Linear regression fits a linear function $y = w^\top x + b$ to data $\{(x_n, y_n)\}_{n=1}^N$ by minimising the squared error:
$$\min_{w, b} \frac{1}{N} \sum_n (y_n - w^\top x_n - b)^2$$
In matrix form (absorbing $b$ into $w$ by appending a 1 to $x$): with $X \in \mathbb{R}^{N \times d}$ stacking the inputs and $y \in \mathbb{R}^N$ the targets,
$$\min_w \|y - Xw\|^2$$
Closed-form solution (when $X^\top X$ is invertible):
$$\hat w = (X^\top X)^{-1} X^\top y$$
These are the normal equations; the matrix $(X^\top X)^{-1} X^\top$ is the pseudoinverse $X^+$ when $X$ has full column rank.

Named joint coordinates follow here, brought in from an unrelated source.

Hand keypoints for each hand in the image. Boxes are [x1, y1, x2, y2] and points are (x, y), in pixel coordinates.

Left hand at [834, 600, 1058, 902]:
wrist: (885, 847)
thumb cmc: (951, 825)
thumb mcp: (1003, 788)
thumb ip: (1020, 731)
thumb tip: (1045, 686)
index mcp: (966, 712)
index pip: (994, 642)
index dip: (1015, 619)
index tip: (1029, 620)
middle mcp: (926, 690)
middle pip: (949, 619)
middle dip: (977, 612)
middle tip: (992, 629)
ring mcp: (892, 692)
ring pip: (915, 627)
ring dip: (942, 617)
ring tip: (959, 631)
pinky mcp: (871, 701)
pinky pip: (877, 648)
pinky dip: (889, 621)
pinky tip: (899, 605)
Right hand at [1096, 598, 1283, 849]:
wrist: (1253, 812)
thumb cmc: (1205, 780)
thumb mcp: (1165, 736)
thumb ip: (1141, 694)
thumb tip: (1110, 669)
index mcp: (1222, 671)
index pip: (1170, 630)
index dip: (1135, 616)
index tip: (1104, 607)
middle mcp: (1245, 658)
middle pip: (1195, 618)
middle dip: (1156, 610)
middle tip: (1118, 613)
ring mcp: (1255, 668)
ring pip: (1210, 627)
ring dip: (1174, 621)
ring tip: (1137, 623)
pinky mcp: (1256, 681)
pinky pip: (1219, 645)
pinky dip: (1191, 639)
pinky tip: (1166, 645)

Probabilistic interpretation: assuming $y_n = w^\top x_n + \epsilon_n$ with $\epsilon_n \sim \mathcal{N}(0, \sigma^2)$, maximum-likelihood estimation of $w$ is exactly squared-error minimisation. Linear regression is the MLE under Gaussian noise.
Regularised variants:
Ridge regression (Tikhonov regularisation): add $\frac{\lambda}{2} \|w\|^2$.
$$\hat w_\mathrm{ridge} = (X^\top X + \lambda I)^{-1} X^\top y$$
The added $\lambda I$ stabilises the matrix inversion when $X^\top X$ is ill-conditioned and shrinks coefficients towards zero. Equivalent to MAP estimation with a Gaussian prior $w \sim \mathcal{N}(0, (\lambda)^{-1} I)$.
Lasso regression adds $\lambda \|w\|_1$. No closed form; solved by coordinate descent or proximal methods. Induces sparsity, many coefficients exactly zero, useful for feature selection.
Elastic net combines both: $\lambda_1 \|w\|_1 + \frac{\lambda_2}{2} \|w\|^2$.
Computational notes:
- Direct matrix inversion: $O(d^3)$, prohibitive for $d > 10^4$.
- QR decomposition or Cholesky of $X^\top X$: more stable, same complexity.
- Conjugate gradient: iterative method, $O(d^2)$ per iteration, useful for very large $d$.
- SGD for streaming/online linear regression.
Generalisations:
- Polynomial regression: linear regression in polynomial features $\phi(x) = (1, x, x^2, \ldots)$.
- Generalised linear models (GLM): replace Gaussian likelihood with another exponential family (logistic regression for Bernoulli, Poisson regression for counts, etc.).
- Generalised additive models (GAM): $y = \sum_i f_i(x_i) + \epsilon$ with each $f_i$ a smooth nonlinear function.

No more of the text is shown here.